You can experience depression during pregnancy (perinatal or prenatal depression) and also after giving birth (postnatal or postpartum depression). It is normal to feel ‘baby blues’ (a brief period of feeling emotional around 3-10 days after giving birth). These are usually manageable and only last about two weeks. However, some new mothers develop a deeper depression (postnatal depression) which can range from being mild to being really severe. It usually develops within the first six weeks after giving birth (but it can come up to a year later) and can come on gradually (you might not realise you have it because of this) or all of a sudden.


Symptoms of perinatal/postnatal depression include:

  • A persistent low mood 
  • Lack of energy and feeling tired all the time 
  • Eating less or eating more 
  • Feelings of agitation 
  • A loss of interest in the world
  • Feeling unable to enjoy the things that you used to
  • Feeling guilty 
  • Feeling hostile towards your partner
  • Having disturbed sleep
  • Difficulty bonding with your baby 
  • Scary thoughts (e.g. about hurting your baby – although these are rarely acted upon)
  • Thinking about self-harm and suicide


The causes of perinatal and postnatal depression aren’t clear, but there are some factors that can be linked to their development. These include:

  • If you have a history of mental health problems (particularly depression or a history of mental health problems during pregnancy)
  • If you have a poor relationship with your partner 
  • If you don’t have any close family or friends to support you
  • Having the ‘baby blues’
  • Having recent stressful life events (e.g. bereavement)

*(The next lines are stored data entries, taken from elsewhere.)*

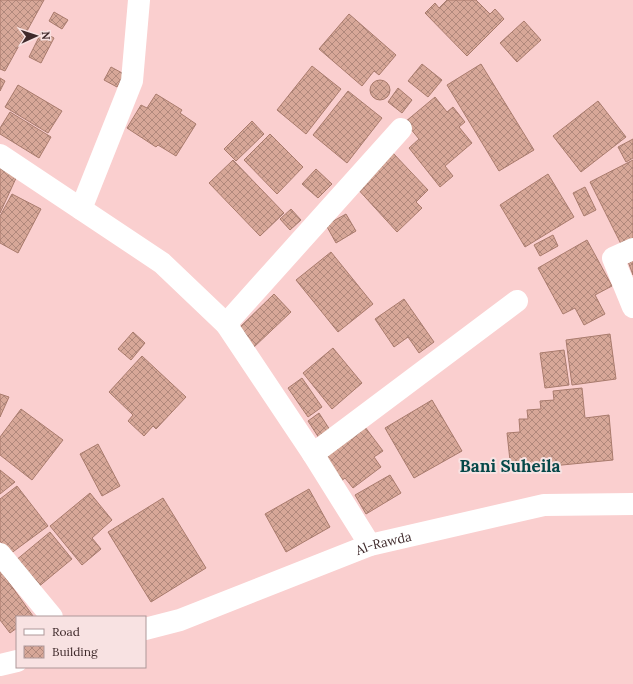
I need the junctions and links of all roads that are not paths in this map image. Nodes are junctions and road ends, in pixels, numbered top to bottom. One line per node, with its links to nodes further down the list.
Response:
1 (139, 0): 4 (street)
2 (401, 129): 8 (street)
3 (0, 155): 4 (street)
4 (81, 209): 8 (street)
5 (633, 249): 7 (street)
6 (518, 301): 9 (street)
7 (633, 307)
8 (226, 324): 9 (street)
9 (313, 454): 11 (street)
10 (633, 504): 11 (street, Al-Rawda)
11 (370, 545): 14 (street, Al-Rawda)
12 (0, 554): 13 (street)
13 (51, 616)
14 (146, 629)
15 (16, 661): 16 (street)
16 (0, 665)

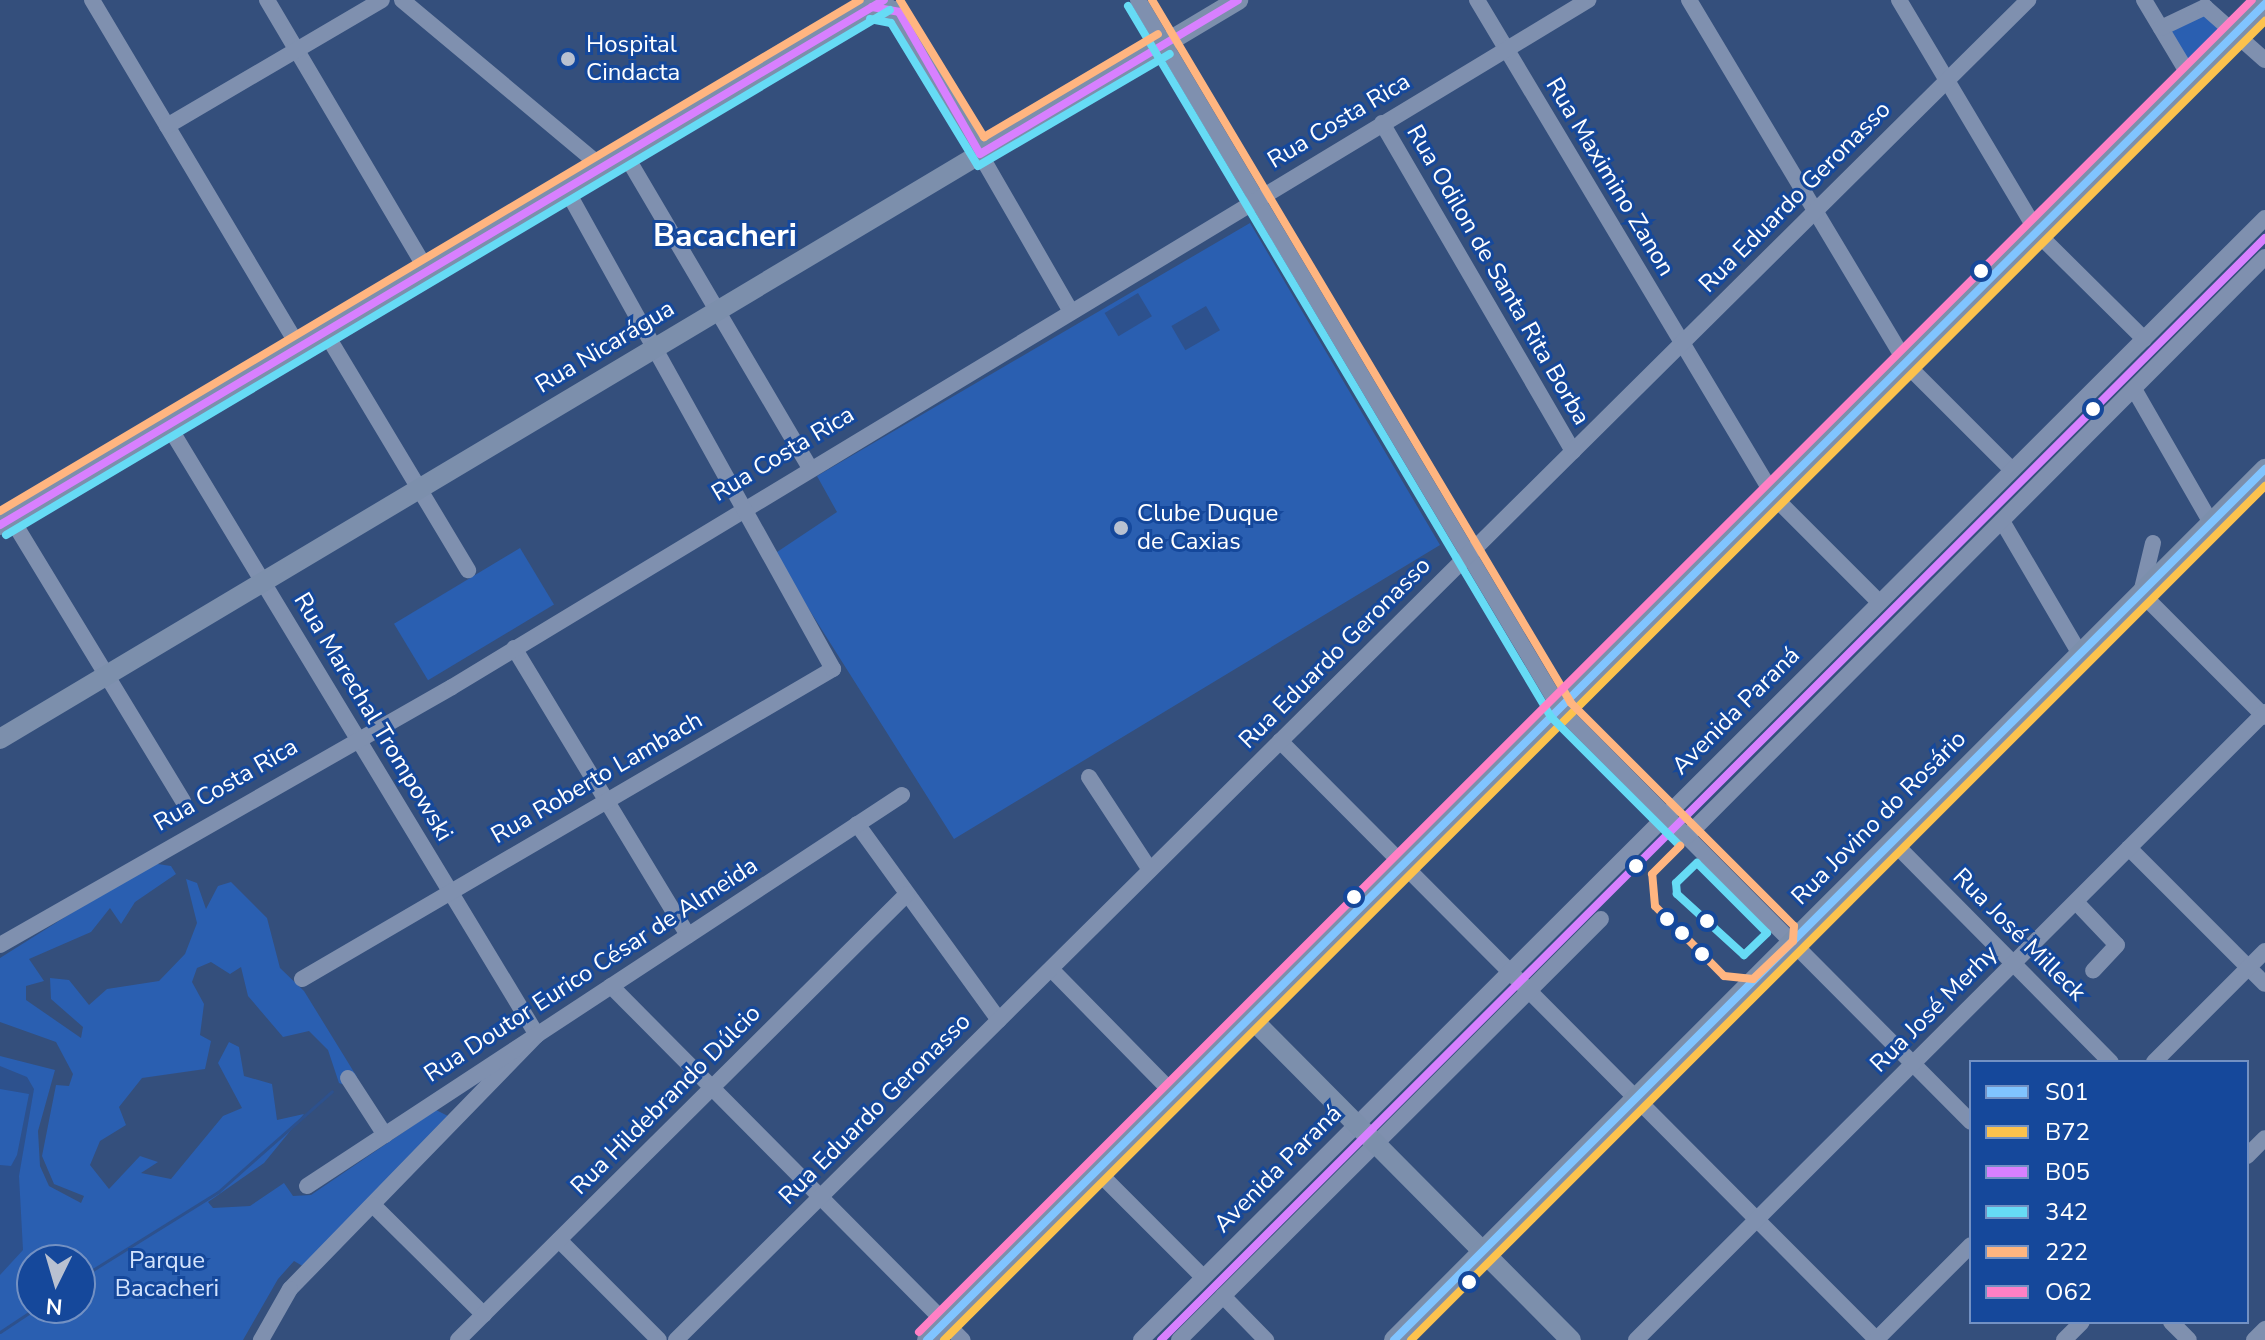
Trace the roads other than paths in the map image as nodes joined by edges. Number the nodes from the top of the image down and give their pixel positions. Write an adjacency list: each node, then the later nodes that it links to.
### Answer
1 (92, 0): 24 (street)
2 (267, 0): 19 (street)
3 (382, 0): 19 (street)
4 (402, 0): 27 (street)
5 (1138, 0): 17 (street)
6 (1238, 0): 17 (main road, Rua Nicarágua)
7 (1477, 0): 18 (street, Rua Maximino Zanon)
8 (1588, 0): 18 (street, Rua Costa Rica)
9 (1689, 0): 30 (street)
10 (1899, 0): 21 (street)
11 (2028, 0): 21 (street, Rua Eduardo Geronasso)
12 (2144, 0): 15 (street)
13 (2265, 4): 16 (main road)
14 (889, 5): 25 (main road); 26 (main road)
15 (2161, 28): 16 (street); 22 (street)
16 (2237, 32): 20 (street); 22 (main road)
17 (1164, 44): 26 (main road, Rua Nicarágua); 29 (street)
18 (1506, 49): 23 (street, Rua Costa Rica); 39 (street, Rua Maximino Zanon)
19 (297, 50): 24 (street); 34 (street)
20 (2265, 60)
21 (1947, 81): 30 (street, Rua Eduardo Geronasso); 32 (street)
22 (2193, 82): 32 (main road)
23 (1382, 123): 29 (street, Rua Costa Rica); 45 (street, Rua Odilon de Santa Rita Borba)
24 (167, 126): 40 (street)
25 (625, 154): 27 (main road); 36 (street)
26 (980, 154): 35 (street); 36 (main road, Rua Nicarágua)
27 (602, 167): 28 (main road)
28 (566, 189): 34 (main road); 41 (street)
29 (1256, 199): 35 (street, Rua Costa Rica); 56 (street)
30 (1815, 212): 39 (street, Rua Eduardo Geronasso); 42 (street)
31 (2265, 218): 38 (street, Avenida Paraná)
32 (2039, 235): 38 (street); 42 (main road)
33 (2265, 257): 43 (street, Avenida Paraná)
34 (427, 271): 37 (main road)
35 (1070, 310): 46 (street, Rua Costa Rica)
36 (717, 311): 41 (main road, Rua Nicarágua); 46 (street)
37 (325, 332): 40 (main road); 49 (street)
38 (2144, 339): 48 (street, Avenida Paraná)
39 (1682, 343): 45 (street, Rua Eduardo Geronasso); 50 (street, Rua Maximino Zanon)
40 (299, 347): 44 (main road)
41 (653, 349): 49 (main road, Rua Nicarágua); 51 (street)
42 (1908, 366): 48 (street); 50 (main road)
43 (2134, 389): 53 (street, Avenida Paraná); 54 (street)
44 (168, 425): 52 (main road); 58 (street, Rua Marechal Trompowski)
45 (1573, 451): 56 (street, Rua Eduardo Geronasso)
46 (809, 466): 51 (street, Rua Costa Rica)
47 (2265, 469): 54 (main road, Rua Jovino do Rosário)
48 (2012, 470): 60 (street, Avenida Paraná)
49 (419, 489): 57 (street); 58 (main road, Rua Nicarágua)
50 (1775, 498): 60 (street, Rua Maximino Zanon); 64 (main road)
51 (740, 508): 61 (street, Rua Costa Rica); 71 (street, Rua Roberto Lambach)
52 (6, 521): 63 (street)
53 (2002, 521): 62 (street); 74 (street, Avenida Paraná)
54 (2211, 523): 59 (main road, Rua Jovino do Rosário)
55 (2153, 543): 59 (street)
56 (1468, 555): 64 (street); 68 (street, Rua Eduardo Geronasso)
57 (468, 570)
58 (263, 582): 63 (main road, Rua Nicarágua); 66 (street, Rua Marechal Trompowski)
59 (2141, 593): 62 (main road, Rua Jovino do Rosário); 65 (street)
60 (1879, 602): 74 (street, Avenida Paraná)
61 (514, 648): 66 (street, Rua Costa Rica); 71 (street)
62 (2080, 654): 75 (main road, Rua Jovino do Rosário)
63 (107, 675): 67 (main road, Rua Nicarágua); 72 (street)
64 (1561, 710): 74 (street); 77 (main road)
65 (2264, 715): 76 (street, Rua José Merhy)
66 (356, 736): 79 (street, Rua Marechal Trompowski); 85 (street, Rua Costa Rica)
67 (0, 739)
68 (1280, 741): 77 (street); 78 (street, Rua Eduardo Geronasso)
69 (1089, 777): 78 (street)
70 (902, 795): 73 (street, Rua Doutor Eurico César de Almeida)
71 (605, 799): 79 (street, Rua Roberto Lambach); 83 (street)
72 (183, 801)
73 (857, 824): 80 (street); 83 (street, Rua Doutor Eurico César de Almeida)
74 (1676, 825): 84 (street); 92 (street, Avenida Paraná)
75 (1892, 841): 84 (main road, Rua Jovino do Rosário); 87 (street, Rua José Milleck)
76 (2129, 848): 81 (street, Rua José Merhy); 88 (street)
77 (1404, 866): 92 (street); 95 (main road)
78 (1150, 870): 89 (street, Rua Eduardo Geronasso)
79 (450, 891): 91 (street, Rua Roberto Lambach); 97 (street, Rua Marechal Trompowski)
80 (907, 894): 96 (street); 102 (street, Rua Hildebrando Dúlcio)
81 (2076, 902): 87 (street, Rua José Merhy); 90 (street)
82 (1601, 919): 92 (street, Avenida Paraná)
83 (688, 935): 94 (street, Rua Doutor Eurico César de Almeida)
84 (1792, 942): 100 (street); 104 (main road, Rua Jovino do Rosário)
85 (0, 945)
86 (2265, 951): 88 (street)
87 (2013, 964): 98 (street, Rua José Milleck); 100 (street, Rua José Merhy)
88 (2249, 968): 93 (street); 99 (street)
89 (1051, 969): 96 (street, Rua Eduardo Geronasso); 103 (street)
90 (2093, 971)
91 (302, 979)
92 (1519, 981): 104 (street); 108 (street, Avenida Paraná); 111 (street, Avenida Paraná)
93 (2265, 984)
94 (611, 986): 97 (street, Rua Doutor Eurico César de Almeida); 102 (street)
95 (1251, 1018): 103 (main road); 108 (main road)
96 (999, 1020): 115 (street, Rua Eduardo Geronasso)
97 (537, 1035): 105 (street, Rua Doutor Eurico César de Almeida); 106 (street)
98 (2109, 1060)
99 (2156, 1060)
100 (1913, 1064): 107 (street); 117 (street, Rua José Merhy)
101 (348, 1078): 109 (street)
102 (712, 1088): 115 (street); 118 (street, Rua Hildebrando Dúlcio)
103 (1174, 1094): 113 (main road)
104 (1636, 1098): 117 (street); 120 (main road, Rua Jovino do Rosário)
105 (439, 1099): 106 (street); 109 (street, Rua Doutor Eurico César de Almeida)
106 (457, 1120): 116 (street)
107 (1969, 1120)
108 (1356, 1124): 111 (main road); 121 (street, Avenida Paraná)
109 (385, 1135): 114 (street, Rua Doutor Eurico César de Almeida)
110 (2265, 1138): 112 (street)
111 (1376, 1144): 120 (main road); 122 (street, Avenida Paraná)
112 (2249, 1154)
113 (1097, 1171): 121 (street); 124 (main road)
114 (307, 1186)
115 (820, 1197): 124 (street); 131 (street, Rua Eduardo Geronasso)
116 (373, 1205): 123 (street); 128 (street)
117 (1757, 1220): 139 (street, Rua José Merhy); 140 (street)
118 (559, 1240): 123 (street, Rua Hildebrando Dúlcio); 130 (street)
119 (1969, 1247): 140 (street)
120 (1483, 1251): 137 (main road, Rua Jovino do Rosário); 138 (main road)
121 (1203, 1277): 134 (street, Avenida Paraná)
122 (1223, 1296): 135 (street, Avenida Paraná); 136 (street)
123 (484, 1315): 129 (street, Rua Hildebrando Dúlcio)
124 (945, 1322): 132 (main road); 133 (street)
125 (2080, 1324): 141 (street)
126 (2173, 1324): 142 (street)
127 (2265, 1329): 143 (street)
128 (261, 1340)
129 (458, 1340)
130 (659, 1340)
131 (676, 1340)
132 (927, 1340)
133 (962, 1340)
134 (1141, 1340)
135 (1179, 1340)
136 (1266, 1340)
137 (1394, 1340)
138 (1571, 1340)
139 (1636, 1340)
140 (1877, 1340)
141 (2064, 1340)
142 (2189, 1340)
143 (2254, 1340)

However , you don’t need to have any of these to develop depression – having a baby is a life-changing event in itself and that alone can sometimes trigger depression.

How can I help myself?

  • Talk to someone – talking to someone you trust can help in itself, sometimes just sharing your experiences with someone else can make you feel better 
  • Look after your physical health – get some more sleep, choose a healthier diet and do some exercise!
  • Practice self care – make time to find activities that will make you happy and do them. Visit people or places that will make you feel better. Treat yourself! Most importantly, be kind to yourself and treat yourself as you would treat a friend – try not to be hard on yourself on your bad days, it’s a process.
  • Don’t try to do everything yourself – accept help when it is offered to you and ask your loved ones if they can look after the baby, do some housework or help with cooking
  • Look after your hygiene – it seems silly to say but personal hygiene may not feel like a priority when you experience depression, try and brush your teeth and have a shower, sometimes it’s the little things that can make the biggest difference!
  • Stay away from alcohol and drugs – these will only make you feel worse


There are many different talking therapies that are available to support you if you have depression. These may include:

  • Cognitive Behavioural Therapy (CBT) – focuses on your thoughts, feelings and behaviour
  • Interpersonal Therapy (IPT) – focuses on identifying problems with the people around you and how they might relate to your feelings

Depending on your symptoms and experiences, you may also be offered medication. There are different antidepressants available and it is important that you discuss this with your doctor as you may need to try a few types to find what works best for you, especially if you are breastfeeding.